## WHAT YOU WILL DO
Return the entries below in full. Keep every word as it is.

## INFORMATION
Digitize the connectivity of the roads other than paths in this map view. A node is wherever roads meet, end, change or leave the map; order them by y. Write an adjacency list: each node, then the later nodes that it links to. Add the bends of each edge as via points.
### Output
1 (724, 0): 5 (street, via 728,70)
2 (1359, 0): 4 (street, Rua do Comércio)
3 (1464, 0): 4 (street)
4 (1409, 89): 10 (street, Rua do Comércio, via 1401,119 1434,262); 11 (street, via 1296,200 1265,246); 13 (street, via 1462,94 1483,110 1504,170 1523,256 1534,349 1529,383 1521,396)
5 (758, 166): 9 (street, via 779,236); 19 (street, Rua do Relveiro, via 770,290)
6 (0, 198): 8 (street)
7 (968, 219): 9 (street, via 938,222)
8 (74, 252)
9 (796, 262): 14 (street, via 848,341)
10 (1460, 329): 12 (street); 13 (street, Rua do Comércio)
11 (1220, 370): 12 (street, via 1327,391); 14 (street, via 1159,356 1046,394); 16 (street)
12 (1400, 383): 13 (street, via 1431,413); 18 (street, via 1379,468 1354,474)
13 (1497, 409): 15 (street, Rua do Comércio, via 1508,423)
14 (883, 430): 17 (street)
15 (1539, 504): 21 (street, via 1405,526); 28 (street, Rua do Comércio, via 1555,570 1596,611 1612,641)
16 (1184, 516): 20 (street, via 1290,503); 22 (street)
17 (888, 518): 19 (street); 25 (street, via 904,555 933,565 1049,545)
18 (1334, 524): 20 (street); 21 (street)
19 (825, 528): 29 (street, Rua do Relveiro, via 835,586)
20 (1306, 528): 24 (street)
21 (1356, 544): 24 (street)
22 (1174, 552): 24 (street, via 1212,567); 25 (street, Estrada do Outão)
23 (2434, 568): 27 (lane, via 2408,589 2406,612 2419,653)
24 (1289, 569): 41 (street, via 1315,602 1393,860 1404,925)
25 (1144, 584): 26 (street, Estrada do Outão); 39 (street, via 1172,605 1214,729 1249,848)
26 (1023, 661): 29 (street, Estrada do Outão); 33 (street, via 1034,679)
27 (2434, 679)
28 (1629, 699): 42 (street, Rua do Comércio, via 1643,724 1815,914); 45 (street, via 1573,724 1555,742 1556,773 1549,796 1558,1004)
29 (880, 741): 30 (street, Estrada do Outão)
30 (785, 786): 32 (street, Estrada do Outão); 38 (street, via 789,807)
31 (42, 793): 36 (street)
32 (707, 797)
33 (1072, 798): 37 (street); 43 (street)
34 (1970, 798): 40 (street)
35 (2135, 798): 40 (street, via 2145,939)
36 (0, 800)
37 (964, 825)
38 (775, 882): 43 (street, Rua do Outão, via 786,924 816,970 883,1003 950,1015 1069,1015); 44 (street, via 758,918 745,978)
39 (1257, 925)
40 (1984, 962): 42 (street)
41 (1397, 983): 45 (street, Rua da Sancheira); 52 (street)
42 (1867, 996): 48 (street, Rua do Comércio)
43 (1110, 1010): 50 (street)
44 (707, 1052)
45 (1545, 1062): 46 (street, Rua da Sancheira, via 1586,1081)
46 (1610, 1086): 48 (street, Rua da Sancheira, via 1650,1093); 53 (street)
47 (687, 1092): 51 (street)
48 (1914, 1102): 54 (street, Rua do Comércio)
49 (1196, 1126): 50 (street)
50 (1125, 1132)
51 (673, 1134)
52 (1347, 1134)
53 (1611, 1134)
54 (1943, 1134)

## ANSWER TO THE EXERCISE
Digitize the connectivity of the roads other than paths in this map view. A node is wherever roads meet, end, change or leave the map; order them by y. Write an adjacency list: each node, then the later nodes that it links to. Add the bends of each edge as via points.
### Output
1 (724, 0): 5 (street, via 728,70)
2 (1359, 0): 4 (street, Rua do Comércio)
3 (1464, 0): 4 (street)
4 (1409, 89): 10 (street, Rua do Comércio, via 1401,119 1434,262); 11 (street, via 1296,200 1265,246); 13 (street, via 1462,94 1483,110 1504,170 1523,256 1534,349 1529,383 1521,396)
5 (758, 166): 9 (street, via 779,236); 19 (street, Rua do Relveiro, via 770,290)
6 (0, 198): 8 (street)
7 (968, 219): 9 (street, via 938,222)
8 (74, 252)
9 (796, 262): 14 (street, via 848,341)
10 (1460, 329): 12 (street); 13 (street, Rua do Comércio)
11 (1220, 370): 12 (street, via 1327,391); 14 (street, via 1159,356 1046,394); 16 (street)
12 (1400, 383): 13 (street, via 1431,413); 18 (street, via 1379,468 1354,474)
13 (1497, 409): 15 (street, Rua do Comércio, via 1508,423)
14 (883, 430): 17 (street)
15 (1539, 504): 21 (street, via 1405,526); 28 (street, Rua do Comércio, via 1555,570 1596,611 1612,641)
16 (1184, 516): 20 (street, via 1290,503); 22 (street)
17 (888, 518): 19 (street); 25 (street, via 904,555 933,565 1049,545)
18 (1334, 524): 20 (street); 21 (street)
19 (825, 528): 29 (street, Rua do Relveiro, via 835,586)
20 (1306, 528): 24 (street)
21 (1356, 544): 24 (street)
22 (1174, 552): 24 (street, via 1212,567); 25 (street, Estrada do Outão)
23 (2434, 568): 27 (lane, via 2408,589 2406,612 2419,653)
24 (1289, 569): 41 (street, via 1315,602 1393,860 1404,925)
25 (1144, 584): 26 (street, Estrada do Outão); 39 (street, via 1172,605 1214,729 1249,848)
26 (1023, 661): 29 (street, Estrada do Outão); 33 (street, via 1034,679)
27 (2434, 679)
28 (1629, 699): 42 (street, Rua do Comércio, via 1643,724 1815,914); 45 (street, via 1573,724 1555,742 1556,773 1549,796 1558,1004)
29 (880, 741): 30 (street, Estrada do Outão)
30 (785, 786): 32 (street, Estrada do Outão); 38 (street, via 789,807)
31 (42, 793): 36 (street)
32 (707, 797)
33 (1072, 798): 37 (street); 43 (street)
34 (1970, 798): 40 (street)
35 (2135, 798): 40 (street, via 2145,939)
36 (0, 800)
37 (964, 825)
38 (775, 882): 43 (street, Rua do Outão, via 786,924 816,970 883,1003 950,1015 1069,1015); 44 (street, via 758,918 745,978)
39 (1257, 925)
40 (1984, 962): 42 (street)
41 (1397, 983): 45 (street, Rua da Sancheira); 52 (street)
42 (1867, 996): 48 (street, Rua do Comércio)
43 (1110, 1010): 50 (street)
44 (707, 1052)
45 (1545, 1062): 46 (street, Rua da Sancheira, via 1586,1081)
46 (1610, 1086): 48 (street, Rua da Sancheira, via 1650,1093); 53 (street)
47 (687, 1092): 51 (street)
48 (1914, 1102): 54 (street, Rua do Comércio)
49 (1196, 1126): 50 (street)
50 (1125, 1132)
51 (673, 1134)
52 (1347, 1134)
53 (1611, 1134)
54 (1943, 1134)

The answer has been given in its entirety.